_Task to carry out_:
Skipping any pictures, give all of the records below again exactly.

_Supplied material_:
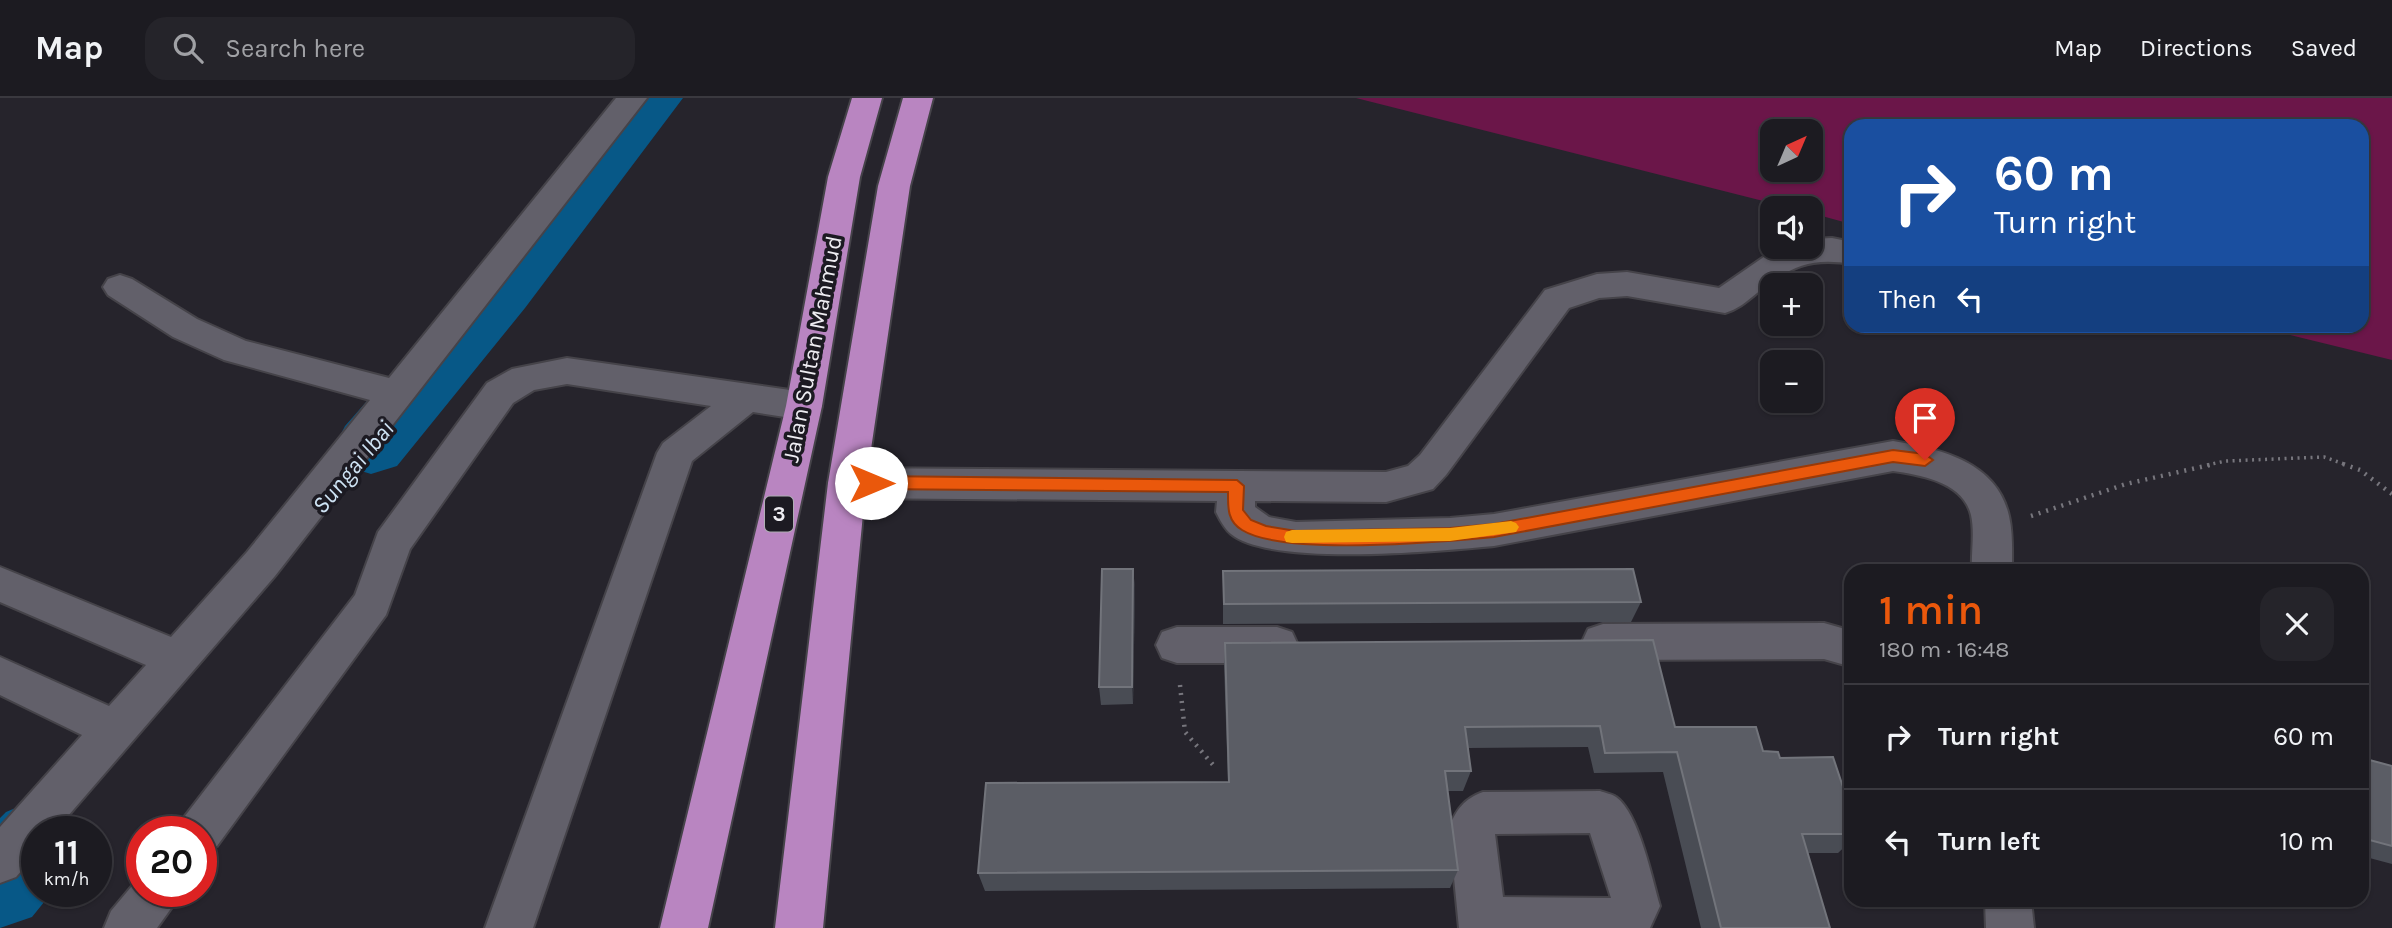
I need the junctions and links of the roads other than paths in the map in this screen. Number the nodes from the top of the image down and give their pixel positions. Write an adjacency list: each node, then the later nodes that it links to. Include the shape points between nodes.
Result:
1 (632, 98): 6 (street)
2 (867, 98): 8 (highway, Jalan Sultan Mahmud / 3, via 844,177)
3 (918, 98): 9 (highway, via 894,186)
4 (1844, 252): 10 (street, via 1804,250 1778,260 1725,301 1627,284 1597,286 1557,299 1420,478 1386,487)
5 (120, 287): 6 (street, via 185,328 236,351)
6 (397, 394): 17 (street)
7 (745, 399): 8 (street); 20 (street, via 567,370 524,378 500,393 392,543 372,603); 25 (street, via 676,453)
8 (804, 406): 26 (highway, Jalan Sultan Mahmud / 3)
9 (847, 483): 10 (street); 27 (highway)
10 (1237, 486): 11 (street, via 1235,512 1246,524 1264,532 1296,538 1450,534 1494,530 1893,456 1925,460 1954,471 1975,488 1990,513)
11 (1992, 564)
12 (0, 584): 17 (street)
13 (1563, 643): 16 (street, via 1824,641)
14 (1177, 645): 15 (street)
15 (1315, 645)
16 (1844, 647)
17 (179, 660): 19 (street)
18 (0, 675): 19 (street)
19 (124, 723): 21 (street)
20 (212, 816)
21 (0, 861)
22 (144, 907): 24 (street)
23 (2008, 907): 28 (street)
24 (128, 928)
25 (509, 928)
26 (684, 928)
27 (799, 928)
28 (2010, 928)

_Completed exercise_:
I need the junctions and links of the roads other than paths in the map in this screen. Number the nodes from the top of the image down and give their pixel positions. Write an adjacency list: each node, then the later nodes that it links to. Include the shape points between nodes.
Result:
1 (632, 98): 6 (street)
2 (867, 98): 8 (highway, Jalan Sultan Mahmud / 3, via 844,177)
3 (918, 98): 9 (highway, via 894,186)
4 (1844, 252): 10 (street, via 1804,250 1778,260 1725,301 1627,284 1597,286 1557,299 1420,478 1386,487)
5 (120, 287): 6 (street, via 185,328 236,351)
6 (397, 394): 17 (street)
7 (745, 399): 8 (street); 20 (street, via 567,370 524,378 500,393 392,543 372,603); 25 (street, via 676,453)
8 (804, 406): 26 (highway, Jalan Sultan Mahmud / 3)
9 (847, 483): 10 (street); 27 (highway)
10 (1237, 486): 11 (street, via 1235,512 1246,524 1264,532 1296,538 1450,534 1494,530 1893,456 1925,460 1954,471 1975,488 1990,513)
11 (1992, 564)
12 (0, 584): 17 (street)
13 (1563, 643): 16 (street, via 1824,641)
14 (1177, 645): 15 (street)
15 (1315, 645)
16 (1844, 647)
17 (179, 660): 19 (street)
18 (0, 675): 19 (street)
19 (124, 723): 21 (street)
20 (212, 816)
21 (0, 861)
22 (144, 907): 24 (street)
23 (2008, 907): 28 (street)
24 (128, 928)
25 (509, 928)
26 (684, 928)
27 (799, 928)
28 (2010, 928)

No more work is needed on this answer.